The One Thing All Great PR Programs Share
by Terri Eyden on
By Scott H. Cytron
Great PR programs are created to accomplish three simple goals: improve your reputation, ensure loyal clients and customers, and increase your bottom line. I'd like to say it's more complicated than that, but it really isn't.
Yet, when you break this down, what's the one thing all great PR programs share? They all find a way to stress the differences from their competition, or they figure out what makes them unique and then design their PR programs around those differences.
If you're scratching your head wondering what those differences are – or think you don't have anything unique to offer – then you should definitely spend some quality time thinking through them. I've never met a firm or accountant yet who wasn't unique in some way.
Here are two primary ways to think about it:
- Most obvious and one that shouldn't need any explanation: What are your niche services and specialties?
- Next most obvious: What niche industries do you work in? Working in a certain industry (and you probably have more than one) demonstrates your focused knowledge, insight, and experience.
Now to the less obvious:
- Capitalize on your advanced designations and credentials. You worked hard to get these, so tell your clients and prospects about them. You worked hard to obtain these designations, so talk about them, especially when you're going head-to-head against another firm for the same business.

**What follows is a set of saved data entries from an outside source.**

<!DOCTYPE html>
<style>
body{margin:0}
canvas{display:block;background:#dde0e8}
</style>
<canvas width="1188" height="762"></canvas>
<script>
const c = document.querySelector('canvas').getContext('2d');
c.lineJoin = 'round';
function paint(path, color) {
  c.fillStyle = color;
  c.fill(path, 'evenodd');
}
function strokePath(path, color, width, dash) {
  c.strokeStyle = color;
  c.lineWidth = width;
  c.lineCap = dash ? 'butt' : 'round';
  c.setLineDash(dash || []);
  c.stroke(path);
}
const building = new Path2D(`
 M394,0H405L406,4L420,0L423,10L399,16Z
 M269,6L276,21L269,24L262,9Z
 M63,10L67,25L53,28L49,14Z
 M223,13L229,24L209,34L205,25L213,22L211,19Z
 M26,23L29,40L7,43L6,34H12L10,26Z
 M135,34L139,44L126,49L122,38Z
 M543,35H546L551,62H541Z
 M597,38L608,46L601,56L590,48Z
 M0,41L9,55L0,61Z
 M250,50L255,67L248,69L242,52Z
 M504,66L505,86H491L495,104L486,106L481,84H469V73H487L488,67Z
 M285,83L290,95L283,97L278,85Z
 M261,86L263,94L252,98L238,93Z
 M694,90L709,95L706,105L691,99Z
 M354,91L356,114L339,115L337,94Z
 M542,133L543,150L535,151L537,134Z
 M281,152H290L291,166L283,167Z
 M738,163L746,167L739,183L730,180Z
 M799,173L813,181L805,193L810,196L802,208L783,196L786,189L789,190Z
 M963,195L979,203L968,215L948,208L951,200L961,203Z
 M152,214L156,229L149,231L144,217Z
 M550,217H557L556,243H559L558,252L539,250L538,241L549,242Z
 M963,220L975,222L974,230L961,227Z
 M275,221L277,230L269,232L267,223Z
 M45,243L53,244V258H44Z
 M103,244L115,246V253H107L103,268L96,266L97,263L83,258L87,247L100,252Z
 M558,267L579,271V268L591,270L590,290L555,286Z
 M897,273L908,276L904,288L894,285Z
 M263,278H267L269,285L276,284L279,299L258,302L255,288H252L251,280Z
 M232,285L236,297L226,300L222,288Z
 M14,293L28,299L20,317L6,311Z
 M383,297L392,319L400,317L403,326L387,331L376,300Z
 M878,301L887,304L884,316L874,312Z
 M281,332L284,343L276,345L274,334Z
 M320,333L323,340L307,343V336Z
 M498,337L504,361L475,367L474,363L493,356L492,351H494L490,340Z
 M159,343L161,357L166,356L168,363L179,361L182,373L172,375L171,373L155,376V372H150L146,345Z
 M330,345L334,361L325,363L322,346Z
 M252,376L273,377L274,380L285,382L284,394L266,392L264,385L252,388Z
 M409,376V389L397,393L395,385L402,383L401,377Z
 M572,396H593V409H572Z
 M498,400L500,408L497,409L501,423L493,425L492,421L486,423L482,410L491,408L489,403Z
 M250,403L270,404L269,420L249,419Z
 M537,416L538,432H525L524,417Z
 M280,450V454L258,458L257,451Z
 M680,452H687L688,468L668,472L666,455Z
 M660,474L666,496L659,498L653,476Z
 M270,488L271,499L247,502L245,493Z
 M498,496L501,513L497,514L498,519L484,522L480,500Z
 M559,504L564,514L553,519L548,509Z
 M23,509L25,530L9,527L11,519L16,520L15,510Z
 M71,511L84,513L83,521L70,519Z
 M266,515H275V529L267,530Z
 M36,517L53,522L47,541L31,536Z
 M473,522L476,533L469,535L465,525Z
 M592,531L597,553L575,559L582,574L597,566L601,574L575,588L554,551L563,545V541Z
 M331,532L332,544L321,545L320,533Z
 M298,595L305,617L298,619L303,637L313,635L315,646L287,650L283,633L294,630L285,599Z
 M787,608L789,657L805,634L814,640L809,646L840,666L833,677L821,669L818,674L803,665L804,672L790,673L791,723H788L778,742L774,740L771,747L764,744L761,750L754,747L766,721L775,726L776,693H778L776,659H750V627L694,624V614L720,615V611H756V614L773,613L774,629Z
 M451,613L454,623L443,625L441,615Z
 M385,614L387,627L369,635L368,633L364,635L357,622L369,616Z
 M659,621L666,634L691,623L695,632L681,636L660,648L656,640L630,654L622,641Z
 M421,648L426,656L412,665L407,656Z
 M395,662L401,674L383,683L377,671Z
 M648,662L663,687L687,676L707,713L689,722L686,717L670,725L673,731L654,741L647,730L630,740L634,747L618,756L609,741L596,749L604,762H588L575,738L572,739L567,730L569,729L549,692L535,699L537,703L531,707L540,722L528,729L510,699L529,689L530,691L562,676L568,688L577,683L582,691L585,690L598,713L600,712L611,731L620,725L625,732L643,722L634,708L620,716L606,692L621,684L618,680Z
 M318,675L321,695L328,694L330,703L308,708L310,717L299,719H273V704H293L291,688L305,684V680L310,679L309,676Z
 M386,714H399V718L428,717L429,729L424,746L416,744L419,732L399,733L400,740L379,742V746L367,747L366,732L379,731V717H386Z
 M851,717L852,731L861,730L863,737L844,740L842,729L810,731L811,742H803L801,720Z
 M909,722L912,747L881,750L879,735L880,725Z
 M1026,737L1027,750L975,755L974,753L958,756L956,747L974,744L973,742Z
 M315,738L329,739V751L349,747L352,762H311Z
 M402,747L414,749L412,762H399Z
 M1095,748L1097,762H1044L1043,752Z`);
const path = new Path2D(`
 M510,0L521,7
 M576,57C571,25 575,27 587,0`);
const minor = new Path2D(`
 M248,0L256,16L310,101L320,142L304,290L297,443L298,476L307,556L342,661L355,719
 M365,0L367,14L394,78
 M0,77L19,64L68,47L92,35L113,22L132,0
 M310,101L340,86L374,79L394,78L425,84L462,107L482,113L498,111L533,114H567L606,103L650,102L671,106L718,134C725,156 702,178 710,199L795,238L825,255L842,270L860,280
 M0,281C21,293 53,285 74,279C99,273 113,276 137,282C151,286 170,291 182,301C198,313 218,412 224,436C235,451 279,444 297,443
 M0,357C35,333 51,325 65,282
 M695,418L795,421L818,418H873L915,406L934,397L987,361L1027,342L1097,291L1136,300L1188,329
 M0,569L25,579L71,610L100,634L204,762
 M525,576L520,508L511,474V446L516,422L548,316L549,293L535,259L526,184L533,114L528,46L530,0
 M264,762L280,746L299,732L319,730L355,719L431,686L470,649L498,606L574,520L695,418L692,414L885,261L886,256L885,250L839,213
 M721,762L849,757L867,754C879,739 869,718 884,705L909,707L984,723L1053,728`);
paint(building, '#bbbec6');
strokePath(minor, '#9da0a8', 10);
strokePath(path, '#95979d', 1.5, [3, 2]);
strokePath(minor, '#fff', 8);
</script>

- Become a published author. Not everyone has the ability or inclination to publish; if you've done this, promote your writing. There's an old PR tale that says it's not the article itself that's important; it's what you do with it once it's published.
- Schedule semiannual "touch-base" discussions with clients. Hopefully, you have open communications with your clients all the time, yet, there are some great benefits to scheduling time with them to talk about what they like about your firm and what could be improved. Ask for transparency, then find a way to weave their responses into your PR efforts.
Finding a way to differentiate yourself isn't difficult, but it does take some thinking. Spend some time doing this, and you'll be much further ahead on creating a dynamic PR program.